Required action:
Only lines holding the word "ImageSurface" are wanted from the records; copy all of them.
━━━ Given data ━━━
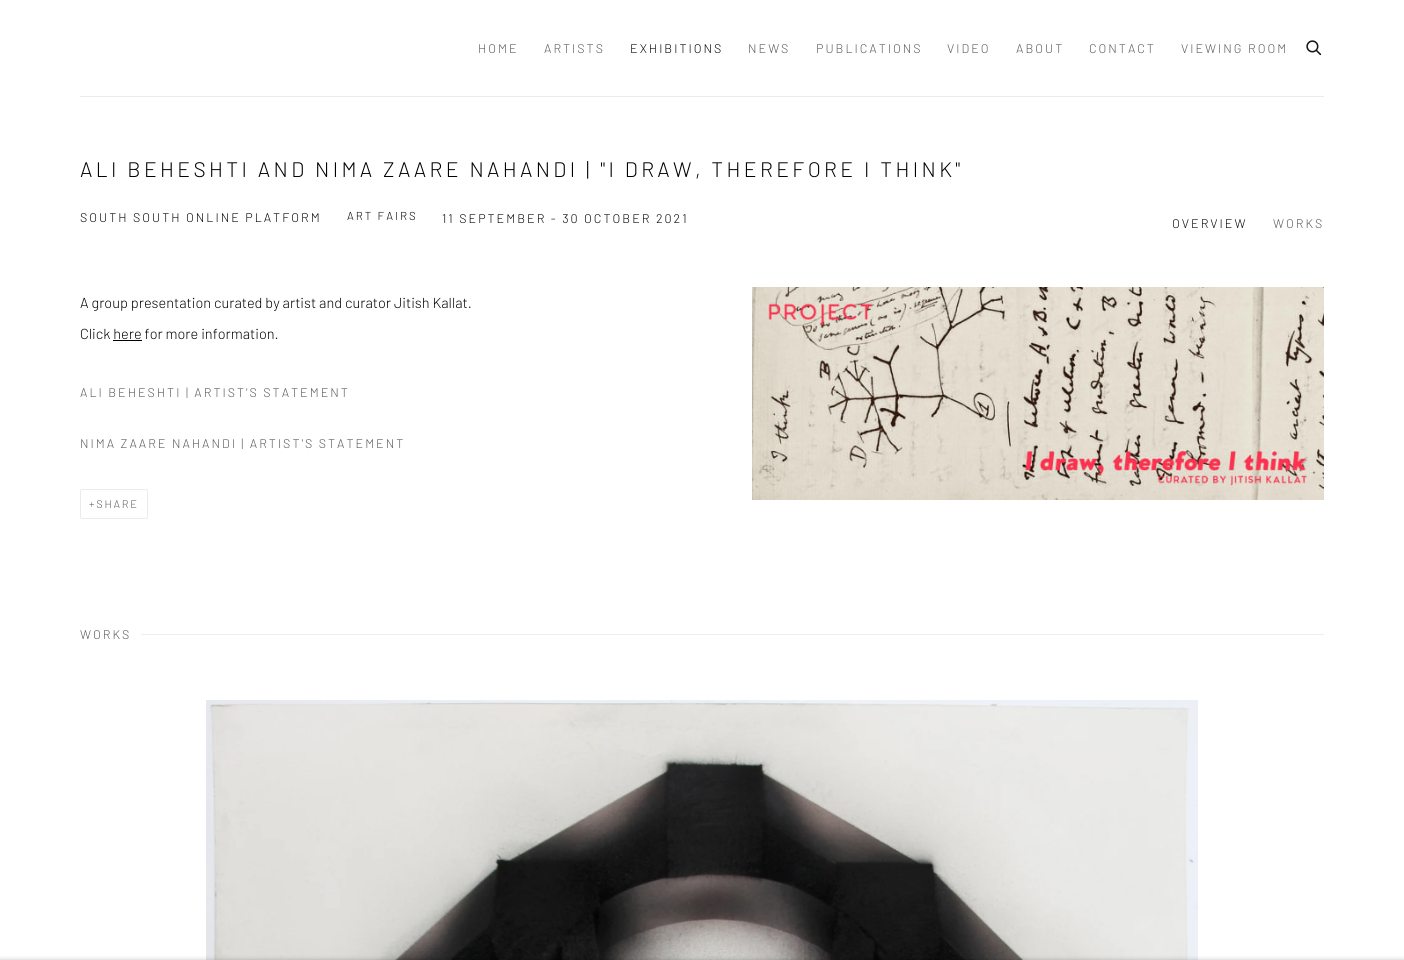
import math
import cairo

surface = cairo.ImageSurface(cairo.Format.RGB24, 1404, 960)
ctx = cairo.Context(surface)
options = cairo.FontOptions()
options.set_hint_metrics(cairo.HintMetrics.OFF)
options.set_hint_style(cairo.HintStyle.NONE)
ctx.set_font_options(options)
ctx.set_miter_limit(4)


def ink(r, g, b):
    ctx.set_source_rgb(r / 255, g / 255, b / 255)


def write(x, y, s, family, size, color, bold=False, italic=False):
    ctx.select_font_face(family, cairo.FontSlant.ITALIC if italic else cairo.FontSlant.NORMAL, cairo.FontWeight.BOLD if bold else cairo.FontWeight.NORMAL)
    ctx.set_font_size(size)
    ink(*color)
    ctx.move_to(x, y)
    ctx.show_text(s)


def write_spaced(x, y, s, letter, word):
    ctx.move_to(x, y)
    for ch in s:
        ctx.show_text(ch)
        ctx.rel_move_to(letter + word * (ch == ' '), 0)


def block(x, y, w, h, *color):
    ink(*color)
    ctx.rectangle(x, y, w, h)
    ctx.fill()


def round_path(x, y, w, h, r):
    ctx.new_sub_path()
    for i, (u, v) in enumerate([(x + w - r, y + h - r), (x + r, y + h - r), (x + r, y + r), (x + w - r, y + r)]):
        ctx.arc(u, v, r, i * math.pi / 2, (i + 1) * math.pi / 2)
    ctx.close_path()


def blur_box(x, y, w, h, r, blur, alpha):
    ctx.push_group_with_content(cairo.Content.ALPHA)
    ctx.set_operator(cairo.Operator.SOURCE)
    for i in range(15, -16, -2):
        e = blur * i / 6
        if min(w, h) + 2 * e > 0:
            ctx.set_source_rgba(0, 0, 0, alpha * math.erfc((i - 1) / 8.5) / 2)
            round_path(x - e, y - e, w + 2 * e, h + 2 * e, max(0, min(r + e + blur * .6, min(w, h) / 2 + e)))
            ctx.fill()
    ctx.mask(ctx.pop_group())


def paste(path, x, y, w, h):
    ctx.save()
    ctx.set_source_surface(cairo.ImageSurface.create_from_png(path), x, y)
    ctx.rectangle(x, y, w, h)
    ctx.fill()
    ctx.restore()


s1 = dict(family="Barlow Light", size=14.5, color=(1, 1, 1))

ink(255, 255, 255)
ctx.paint()
block(80, 96, 1244, 1, 235, 235, 235)
ctx.select_font_face("Barlow Light")
ctx.set_font_size(12.5)
ink(88, 88, 88)
write_spaced(478, 53, "HOME", 2, 0)
write_spaced(544, 53, "ARTISTS", 2, 0)
ink(1, 1, 1)
write_spaced(630, 53, "EXHIBITIONS", 2, 0)
ink(88, 88, 88)
write_spaced(748, 53, "NEWS", 2, 0)
write_spaced(816, 53, "PUBLICATIONS", 2, 0)
write_spaced(947, 53, "VIDEO", 2, 0)
write_spaced(1016, 53, "ABOUT", 2, 0)
write_spaced(1089, 53, "CONTACT", 2, 0)
write_spaced(1181, 53, "VIEWING ROOM", 2, 0)
paste("pic1.png", 1306, 40, 16, 16)
ctx.set_font_size(21)
ink(1, 1, 1)
write_spaced(80, 177, "ALI BEHESHTI AND NIMA ZAARE NAHANDI | \"I DRAW, THEREFORE I THINK\"", 3.35, 0)
ctx.set_font_size(12.5)
write_spaced(80, 222, "SOUTH SOUTH ONLINE PLATFORM", 2, 0)
ctx.set_font_size(11.5)
write_spaced(347, 220, "ART FAIRS", 2, 0)
ctx.set_font_size(12.5)
write_spaced(442, 223, "11 SEPTEMBER - 30 OCTOBER 2021", 2, 0)
write_spaced(1172, 228, "OVERVIEW", 2, 0)
ink(88, 88, 88)
write_spaced(1273, 228, "WORKS", 2, 0)
write(80, 308, "A group presentation curated by artist and curator Jitish Kallat.", **s1)
write(80, 339, "Click here for more information.", **s1)
block(113, 340, 29, 1, 1, 1, 1)
ctx.set_font_size(12.5)
ink(88, 88, 88)
write_spaced(80, 397, "ALI BEHESHTI | ARTIST'S STATEMENT", 2, 0)
write_spaced(80, 448, "NIMA ZAARE NAHANDI | ARTIST'S STATEMENT", 2, 0)
round_path(80.5, 489.5, 67, 29, 1.5)
ink(235, 235, 235)
ctx.set_line_width(1)
ctx.stroke()
ctx.set_font_size(11)
ink(88, 88, 88)
write_spaced(89, 508, "+SHARE", 1.75, 0)
paste("pic2.png", 752, 287, 572, 213)
ctx.set_font_size(12.5)
write_spaced(80, 639, "WORKS", 2, 0)
block(141, 634, 1183, 1, 238, 238, 238)
paste("pic3.png", 206, 700, 992, 260)
ink(0, 0, 0)
blur_box(0, 960, 1404, 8, 0, 2.5, 0.23)
surface.write_to_png("screenshot.png")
━━━
Your response:
surface = cairo.ImageSurface(cairo.Format.RGB24, 1404, 960)
    ctx.set_source_surface(cairo.ImageSurface.create_from_png(path), x, y)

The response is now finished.